Activity:
Restate each entry below without changing a word.

Items listed in a dataset:
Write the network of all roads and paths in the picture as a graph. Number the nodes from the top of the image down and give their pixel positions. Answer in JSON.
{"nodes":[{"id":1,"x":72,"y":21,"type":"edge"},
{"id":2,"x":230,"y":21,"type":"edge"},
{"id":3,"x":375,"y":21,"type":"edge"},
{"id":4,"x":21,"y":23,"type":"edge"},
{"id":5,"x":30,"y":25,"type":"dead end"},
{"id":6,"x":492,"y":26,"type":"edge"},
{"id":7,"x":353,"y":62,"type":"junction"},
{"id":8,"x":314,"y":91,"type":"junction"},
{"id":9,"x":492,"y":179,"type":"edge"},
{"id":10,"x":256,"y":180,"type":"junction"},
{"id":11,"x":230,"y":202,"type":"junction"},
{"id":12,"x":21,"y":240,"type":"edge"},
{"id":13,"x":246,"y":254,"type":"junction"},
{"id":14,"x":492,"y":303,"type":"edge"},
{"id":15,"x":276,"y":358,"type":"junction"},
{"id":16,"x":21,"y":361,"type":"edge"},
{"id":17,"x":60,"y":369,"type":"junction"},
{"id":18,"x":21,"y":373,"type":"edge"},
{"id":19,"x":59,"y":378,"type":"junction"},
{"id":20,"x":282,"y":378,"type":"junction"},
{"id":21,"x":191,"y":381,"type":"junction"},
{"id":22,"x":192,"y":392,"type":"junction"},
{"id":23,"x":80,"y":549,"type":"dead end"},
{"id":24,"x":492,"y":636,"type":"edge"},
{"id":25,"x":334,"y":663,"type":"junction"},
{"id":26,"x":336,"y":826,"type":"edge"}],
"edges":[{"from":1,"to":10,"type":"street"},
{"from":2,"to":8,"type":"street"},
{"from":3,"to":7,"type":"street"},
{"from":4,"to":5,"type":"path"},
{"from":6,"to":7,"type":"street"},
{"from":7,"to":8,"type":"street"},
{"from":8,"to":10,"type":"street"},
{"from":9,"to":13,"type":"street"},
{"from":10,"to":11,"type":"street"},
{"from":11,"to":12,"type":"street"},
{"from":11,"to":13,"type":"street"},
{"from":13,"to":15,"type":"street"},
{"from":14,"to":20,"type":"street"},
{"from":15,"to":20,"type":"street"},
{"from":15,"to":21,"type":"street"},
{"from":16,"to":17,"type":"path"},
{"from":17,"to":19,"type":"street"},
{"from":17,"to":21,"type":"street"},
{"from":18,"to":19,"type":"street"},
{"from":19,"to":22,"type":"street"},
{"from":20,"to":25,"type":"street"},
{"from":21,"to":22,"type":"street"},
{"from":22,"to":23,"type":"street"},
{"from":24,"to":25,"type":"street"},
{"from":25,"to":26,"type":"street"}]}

Output:
Write the network of all roads and paths in the picture as a graph. Number the nodes from the top of the image down and give their pixel positions. Answer in JSON.
{"nodes":[{"id":1,"x":72,"y":21,"type":"edge"},
{"id":2,"x":230,"y":21,"type":"edge"},
{"id":3,"x":375,"y":21,"type":"edge"},
{"id":4,"x":21,"y":23,"type":"edge"},
{"id":5,"x":30,"y":25,"type":"dead end"},
{"id":6,"x":492,"y":26,"type":"edge"},
{"id":7,"x":353,"y":62,"type":"junction"},
{"id":8,"x":314,"y":91,"type":"junction"},
{"id":9,"x":492,"y":179,"type":"edge"},
{"id":10,"x":256,"y":180,"type":"junction"},
{"id":11,"x":230,"y":202,"type":"junction"},
{"id":12,"x":21,"y":240,"type":"edge"},
{"id":13,"x":246,"y":254,"type":"junction"},
{"id":14,"x":492,"y":303,"type":"edge"},
{"id":15,"x":276,"y":358,"type":"junction"},
{"id":16,"x":21,"y":361,"type":"edge"},
{"id":17,"x":60,"y":369,"type":"junction"},
{"id":18,"x":21,"y":373,"type":"edge"},
{"id":19,"x":59,"y":378,"type":"junction"},
{"id":20,"x":282,"y":378,"type":"junction"},
{"id":21,"x":191,"y":381,"type":"junction"},
{"id":22,"x":192,"y":392,"type":"junction"},
{"id":23,"x":80,"y":549,"type":"dead end"},
{"id":24,"x":492,"y":636,"type":"edge"},
{"id":25,"x":334,"y":663,"type":"junction"},
{"id":26,"x":336,"y":826,"type":"edge"}],
"edges":[{"from":1,"to":10,"type":"street"},
{"from":2,"to":8,"type":"street"},
{"from":3,"to":7,"type":"street"},
{"from":4,"to":5,"type":"path"},
{"from":6,"to":7,"type":"street"},
{"from":7,"to":8,"type":"street"},
{"from":8,"to":10,"type":"street"},
{"from":9,"to":13,"type":"street"},
{"from":10,"to":11,"type":"street"},
{"from":11,"to":12,"type":"street"},
{"from":11,"to":13,"type":"street"},
{"from":13,"to":15,"type":"street"},
{"from":14,"to":20,"type":"street"},
{"from":15,"to":20,"type":"street"},
{"from":15,"to":21,"type":"street"},
{"from":16,"to":17,"type":"path"},
{"from":17,"to":19,"type":"street"},
{"from":17,"to":21,"type":"street"},
{"from":18,"to":19,"type":"street"},
{"from":19,"to":22,"type":"street"},
{"from":20,"to":25,"type":"street"},
{"from":21,"to":22,"type":"street"},
{"from":22,"to":23,"type":"street"},
{"from":24,"to":25,"type":"street"},
{"from":25,"to":26,"type":"street"}]}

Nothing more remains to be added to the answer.